Après avoir été éloignés l'un de l'autre pendant sept années, Alberto et Luigi se retrouvent au pied du Mont Rose, dans les Alpes italiennes, là où ils ont grandi. Luigi est resté avec sa femme dans cette vallée dépeuplée et inaccueillante où il est devenu garde-forestier. Après avoir purgé quelques mois de prison, Alberto avait migré au Canada en espérant y construire une autre vie, plus libre. Devenu veuf, leur père s'était ancré dans la vallée, il avait perdu le goût de vivre et s'était suicidé.
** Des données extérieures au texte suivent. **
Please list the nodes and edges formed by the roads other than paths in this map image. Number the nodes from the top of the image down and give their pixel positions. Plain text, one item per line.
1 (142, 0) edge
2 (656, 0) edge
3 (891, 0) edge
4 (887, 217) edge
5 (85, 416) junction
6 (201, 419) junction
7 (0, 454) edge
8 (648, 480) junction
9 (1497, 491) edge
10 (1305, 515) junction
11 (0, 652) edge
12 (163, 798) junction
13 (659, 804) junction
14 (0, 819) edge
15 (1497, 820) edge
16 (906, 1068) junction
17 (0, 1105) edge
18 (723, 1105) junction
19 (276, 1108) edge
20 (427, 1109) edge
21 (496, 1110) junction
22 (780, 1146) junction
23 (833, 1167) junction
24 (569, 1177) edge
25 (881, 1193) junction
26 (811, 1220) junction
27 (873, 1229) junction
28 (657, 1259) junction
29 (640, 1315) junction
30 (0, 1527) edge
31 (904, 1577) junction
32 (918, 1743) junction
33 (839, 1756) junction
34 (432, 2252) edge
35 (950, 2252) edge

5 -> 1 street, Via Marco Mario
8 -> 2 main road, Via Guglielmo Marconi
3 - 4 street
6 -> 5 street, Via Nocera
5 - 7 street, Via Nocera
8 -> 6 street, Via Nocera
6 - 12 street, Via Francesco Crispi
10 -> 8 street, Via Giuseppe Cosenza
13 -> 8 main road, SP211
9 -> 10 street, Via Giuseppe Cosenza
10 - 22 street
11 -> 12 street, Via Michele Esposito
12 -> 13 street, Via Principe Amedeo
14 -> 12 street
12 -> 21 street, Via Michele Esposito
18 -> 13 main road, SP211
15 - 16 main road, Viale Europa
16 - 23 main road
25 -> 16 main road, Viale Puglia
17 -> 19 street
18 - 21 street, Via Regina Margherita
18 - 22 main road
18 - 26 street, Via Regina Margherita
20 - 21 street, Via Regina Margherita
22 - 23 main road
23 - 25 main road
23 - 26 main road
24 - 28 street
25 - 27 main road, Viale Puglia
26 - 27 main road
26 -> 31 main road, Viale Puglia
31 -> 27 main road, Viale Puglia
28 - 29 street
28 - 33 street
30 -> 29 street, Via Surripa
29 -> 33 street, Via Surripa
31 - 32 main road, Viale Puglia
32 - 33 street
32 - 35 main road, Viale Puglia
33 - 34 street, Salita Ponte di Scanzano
Alberto n'était pas venu aux obsèques, mais il est là pour la vente de la modeste maison paternelle. Luigi compte l'acheter, s'installer dans cet endroit à l'écart de tout, avec sa femme et l'enfant qui va naître. Luigi est le frère plutôt sage et réfléchi alors qu'Alfredo est le mauvais garçon, celui qui boit, qui se bat. Sept années ont-elles changé ces deux frères ?
Elles n'ont pas effacé les reproches qu'ils peuvent se faire. Elles ne leur ont pas laissé le temps d'apprendre à se parler. S'ils ont de l'affection l'un pour l'autre, ils ne se le montrent pas. Aucun ne saura ce qui attache l'autre à cette vallée et à cette maison. L'alcool et les rancœurs sont à l’œuvre...
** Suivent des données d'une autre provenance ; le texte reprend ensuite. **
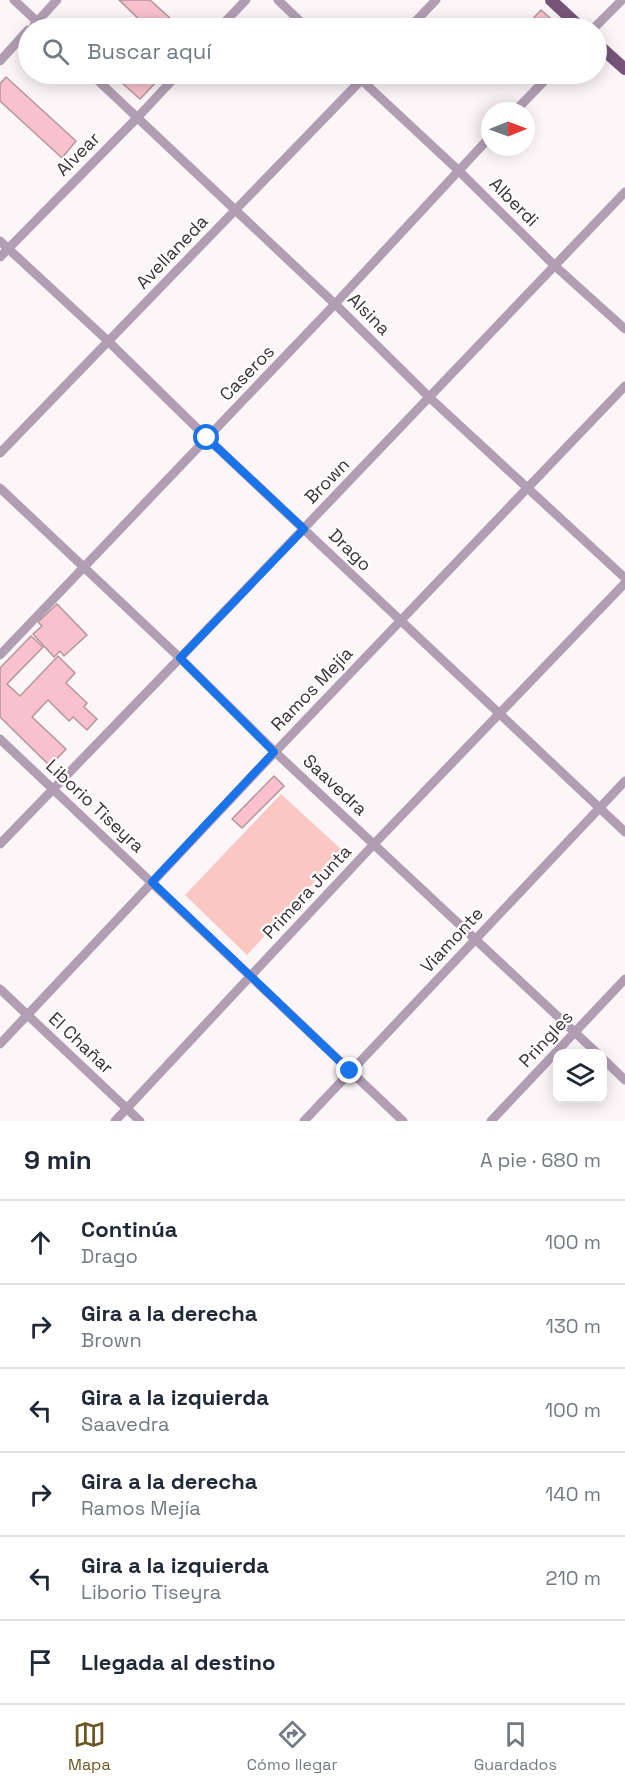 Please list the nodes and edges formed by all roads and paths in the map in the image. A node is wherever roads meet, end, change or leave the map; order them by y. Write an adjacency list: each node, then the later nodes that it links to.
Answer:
1 (14, 0): 8 (street)
2 (57, 0): 9 (street)
3 (246, 0): 10 (street)
4 (278, 0): 11 (street)
5 (436, 0): 12 (street)
6 (551, 0): 13 (main road)
7 (622, 0): 14 (street)
8 (28, 18)
9 (42, 18)
10 (229, 18)
11 (297, 18)
12 (419, 18)
13 (570, 18)
14 (604, 18)
15 (18, 44): 17 (street)
16 (607, 52): 18 (main road)
17 (0, 61)
18 (625, 69)
19 (101, 84): 25 (street, Alsina)
20 (169, 84): 25 (street, Alvear)
21 (354, 84): 29 (street, Avellaneda)
22 (369, 84): 27 (street, Alberdi)
23 (541, 84): 24 (street)
24 (524, 102)
25 (137, 118): 29 (street, Alsina); 31 (street, Alvear)
26 (481, 146): 27 (street, Caseros)
27 (458, 170): 33 (street, Alberdi); 34 (street, Caseros)
28 (625, 192): 33 (street, Brown)
29 (235, 211): 34 (street, Alsina); 36 (street, Avellaneda)
30 (0, 241): 31 (street, Drago)
31 (8, 249): 32 (street, Alvear); 36 (street, Drago)
32 (0, 257)
33 (555, 266): 35 (street, Alberdi); 38 (street, Brown)
34 (335, 304): 38 (street, Alsina); 39 (street, Caseros)
35 (625, 329)
36 (108, 341): 39 (street, Drago); 40 (street, Avellaneda)
37 (625, 386): 42 (street, Ramos Mejía)
38 (430, 398): 42 (street, Alsina); 43 (street, Brown)
39 (207, 438): 43 (street, Drago); 44 (street, Caseros)
40 (0, 453)
41 (0, 488): 44 (street, Saavedra)
42 (527, 489): 45 (street, Alsina); 47 (street, Ramos Mejía)
43 (304, 529): 47 (street, Drago); 49 (street, Brown)
44 (83, 566): 48 (street, Caseros); 49 (street, Saavedra)
45 (625, 578)
46 (625, 583): 50 (street, Primera Junta)
47 (400, 621): 50 (street, Drago); 52 (street, Ramos Mejía)
48 (0, 655)
49 (180, 658): 52 (street, Saavedra); 54 (street, Brown)
50 (499, 714): 55 (street, Drago); 58 (street, Primera Junta)
51 (0, 739): 54 (street, Liborio Tiseyra)
52 (274, 752): 58 (street, Saavedra); 59 (street, Ramos Mejía)
53 (625, 782): 55 (street, Viamonte)
54 (53, 789): 57 (street, Brown); 59 (street, Liborio Tiseyra)
55 (599, 808): 56 (street, Drago); 60 (street, Viamonte)
56 (625, 832)
57 (0, 844)
58 (375, 844): 60 (street, Saavedra); 61 (street, Primera Junta)
59 (152, 882): 61 (street, Liborio Tiseyra); 64 (street, Ramos Mejía)
60 (476, 940): 65 (street, Saavedra); 69 (street, Viamonte)
61 (251, 976): 69 (street, Liborio Tiseyra); 71 (street, Primera Junta)
62 (625, 979): 65 (street, Pringles)
63 (0, 989): 64 (street, El Chañar)
64 (27, 1015): 66 (street, Ramos Mejía); 71 (street, El Chañar)
65 (575, 1031): 67 (street, Saavedra); 76 (street, Pringles)
66 (0, 1044)
67 (594, 1049)
68 (607, 1062): 70 (street)
69 (350, 1071): 74 (street, Viamonte); 75 (street, Liborio Tiseyra)
70 (625, 1080)
71 (127, 1109): 72 (street, Primera Junta); 73 (street, El Chañar)
72 (115, 1121)
73 (140, 1121)
74 (304, 1121)
75 (403, 1121)
76 (491, 1121)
Dans ce roman, la nature impose sa présence et ses lois. Les frères nous font parcourir les routes de la montagne, nous en font voir les couleurs. Avec Luigi, on piste les deux chiens sauvages – ou des loups – tuent les chiens et angoissent habitants. On visite la vallée, on longe le Sesia, un ruisseau.
Paolo Cognetti écrit un roman de montagne, qui se passe à Valsesia, là où coule la rivière de la Sesia, là où est son lieu d'attache. Dans une note, il décrit ses sources d'inspiration, les écrivains américains et "Nebraska", le bel album de Bruce Springsteen qui raconte la nature et une maison paternelle.
Son roman est très noir, où l'homme et l'animal sont adversaires, où la beauté de la montagne ne cache pas la part mauvaise de l'âme humaine, où la mutique affection fraternelle ne pourra faire obstacle à des gestes tragiques.
C'est écrit avec soin, concision et justesse. Du grand art.